Some tools exist to help the monorepo. Bazel is a good example, developed by Google. Its hyper-explicit declarations allow you to manage cross language builds and inter dependencies. But it has an enormous learning curve, and most people find it bulky to use. The big companies tend to have teams dedicated to managing the monorepo: solving what happens when you reach git’s limitations (which happened to Google), or how to speed up builds (Facebook doing distributed builds).
Even with tooling provided by the big players it’s incredibly challenging to know what changed in a monorepo at any given point. What artifacts need to be packaged up? Do you build everything and run all the tests for all code? That might be incredibly costly for what could very well be a simple change in one area. What is the cost in developer time in navigating the repo? Building it local? Is that even possible? Does a repo of that size work with standard IDE’s? Is it realistic to claim you can do repo wide refactoring when hundreds of developers are working in it at the same time?
There are a lot of workflow questions that need to be solved.
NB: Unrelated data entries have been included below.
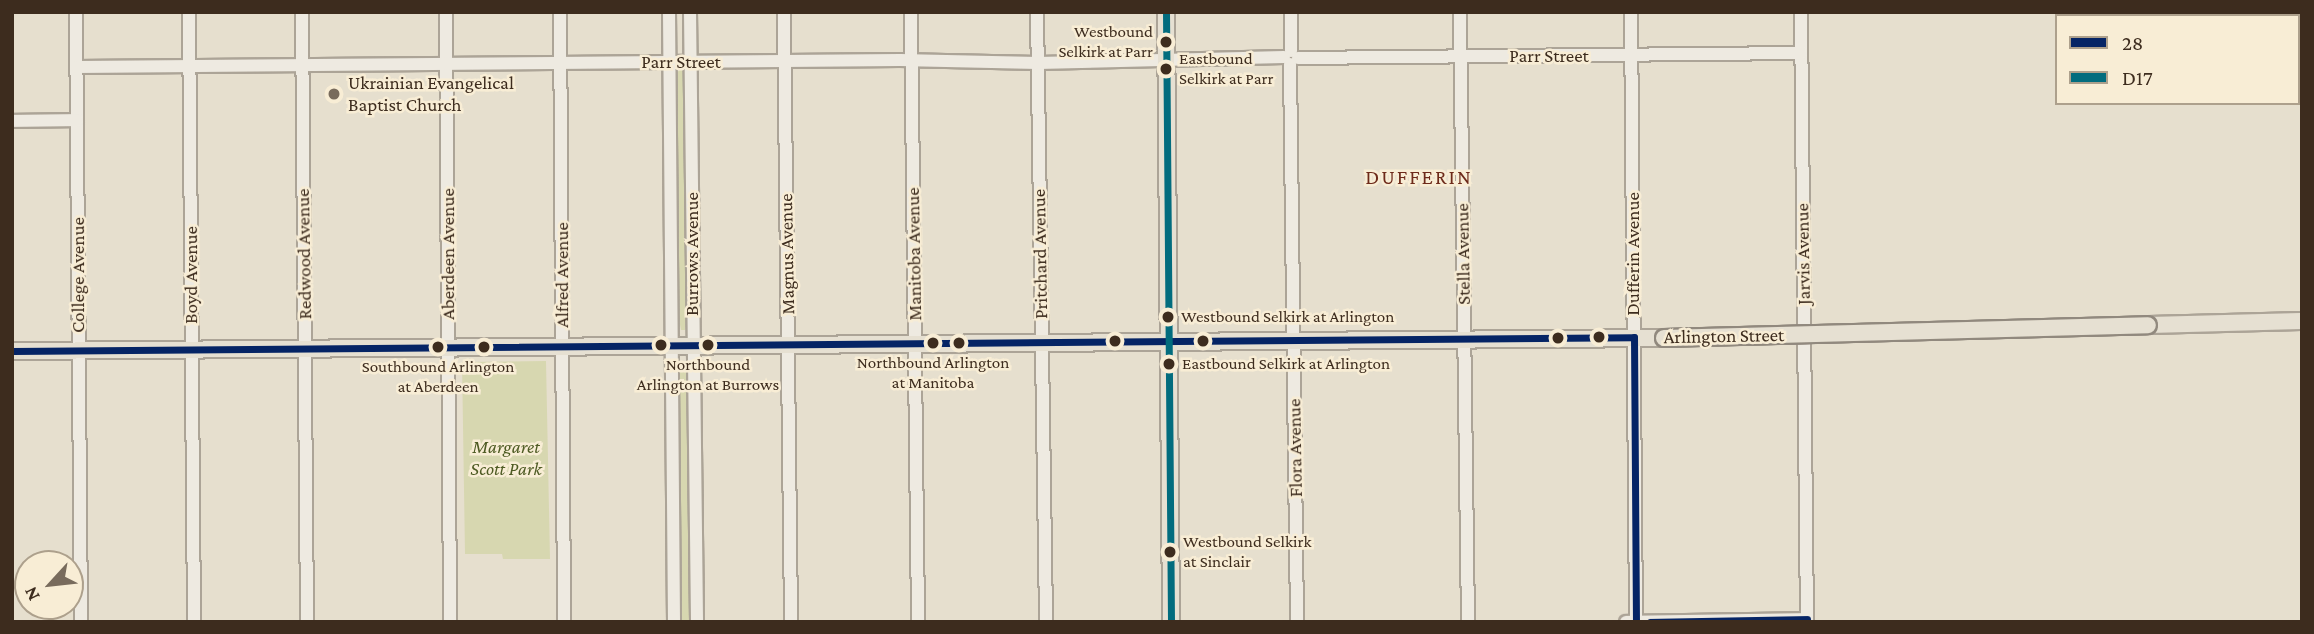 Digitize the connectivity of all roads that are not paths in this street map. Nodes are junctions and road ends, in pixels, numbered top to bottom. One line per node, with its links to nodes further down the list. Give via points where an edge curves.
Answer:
1 (76, 12): 29 (street, College Avenue)
2 (189, 12): 30 (street, Boyd Avenue)
3 (302, 12): 28 (street, Redwood Avenue)
4 (446, 12): 27 (street, Aberdeen Avenue)
5 (560, 12): 26 (street, Alfred Avenue)
6 (669, 12): 23 (street, Burrows Avenue)
7 (691, 12): 24 (street, Burrows Avenue)
8 (785, 12): 22 (street, Magnus Avenue)
9 (911, 12): 20 (street, Manitoba Avenue)
10 (1037, 12): 25 (street, Pritchard Avenue)
11 (1166, 12): 21 (main road)
12 (1291, 12): 19 (street, Flora Avenue)
13 (1460, 12): 18 (street, Stella Avenue)
14 (1631, 12): 17 (street, Dufferin Avenue)
15 (1801, 12): 16 (street, Jarvis Avenue)
16 (1801, 53): 17 (street, Parr Street); 49 (street, Jarvis Avenue)
17 (1632, 55): 18 (street, Parr Street); 34 (street, Dufferin Avenue)
18 (1460, 56): 19 (street, Parr Street); 35 (street, Stella Avenue)
19 (1291, 58): 21 (street, Parr Street); 36 (street, Flora Avenue)
20 (912, 60): 22 (street, Parr Street); 25 (street, Parr Street); 38 (street, Manitoba Avenue)
21 (1166, 60): 25 (street, Parr Street); 37 (main road)
22 (785, 61): 24 (street, Parr Street); 40 (street, Magnus Avenue)
23 (669, 62): 24 (street, Parr Street); 26 (street, Parr Street); 41 (street, Burrows Avenue)
24 (691, 62): 42 (street, Burrows Avenue)
25 (1038, 63): 39 (street, Pritchard Avenue)
26 (560, 64): 27 (street, Parr Street); 43 (street, Alfred Avenue)
27 (446, 65): 28 (street, Parr Street); 44 (street, Aberdeen Avenue)
28 (302, 66): 30 (street, Parr Street); 46 (street, Redwood Avenue)
29 (77, 67): 30 (street, Parr Street); 31 (street, College Avenue)
30 (189, 67): 45 (street, Boyd Avenue)
31 (77, 120): 32 (street); 47 (street, College Avenue)
32 (12, 121)
33 (2302, 321): 34 (main road, Arlington Street, bridge)
34 (1634, 337): 35 (main road, Arlington Street); 64 (street, Dufferin Avenue)
35 (1464, 339): 36 (main road, Arlington Street); 62 (street, Stella Avenue)
36 (1294, 341): 37 (main road, Arlington Street); 61 (street, Flora Avenue)
37 (1169, 343): 39 (main road, Arlington Street); 60 (main road)
38 (915, 344): 39 (main road, Arlington Street); 40 (main road, Arlington Street); 58 (street, Manitoba Avenue)
39 (1041, 344): 59 (street, Pritchard Avenue)
40 (788, 345): 42 (main road, Arlington Street); 57 (street, Magnus Avenue)
41 (673, 346): 42 (main road, Arlington Street); 43 (main road, Arlington Street); 55 (street, Burrows Avenue)
42 (693, 346): 56 (street, Burrows Avenue)
43 (562, 347): 44 (main road, Arlington Street); 54 (street, Alfred Avenue)
44 (448, 348): 46 (main road, Arlington Street); 53 (street, Aberdeen Avenue)
45 (192, 349): 46 (main road, Arlington Street); 47 (main road, Arlington Street); 51 (street, Boyd Avenue)
46 (306, 349): 52 (street, Redwood Avenue)
47 (79, 350): 48 (main road, Arlington Street); 50 (street, College Avenue)
48 (12, 351)
49 (1807, 620): 64 (street)
50 (81, 622)
51 (194, 622)
52 (307, 622)
53 (450, 622)
54 (564, 622)
55 (674, 622)
56 (697, 622)
57 (790, 622)
58 (918, 622)
59 (1046, 622)
60 (1171, 622)
61 (1297, 622)
62 (1468, 622)
63 (1626, 622): 64 (street)
64 (1636, 622)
Personally I shy away from monorepos. To me the complexity is just too great to gracefully scale with an organization. I think a lot of the benefits of monorepos can be simulated with things like git submodules (where logical groupings are independently versioned, but you can visualize and edit parts of the org together). Building a company with the ideal of individual repos means that people can experiment and pivot. Monorepos tend to encourage repeating the same patterns, whether those patterns are good or not.
As companies scale you need to have teams dedicated to supporting other teams. I would rather teams specialize by language (and a company have a list of supported languages it allows) to build critical libraries and workflows. Enforcing upgrades of dependencies can be done by plugging into build tools and systems that contain minimum allowances of versions. Just as an example, SBT can do exactly this.
There’s no magic bullet, in either model companies need to be prepared to invest a lot of time and energy in maintaining and growing their systems. But starting with a logical monorepo (and making sure to be very strict about abstractions and cross cutting contracts!) is a good starting place. Making sure infrastructure and tooling works for non-monorepos is critical for empowering growth as well though. Never make assumptions that the one repo will be the only repo in the future, because even in monorepo companies there are always exceptions the rule.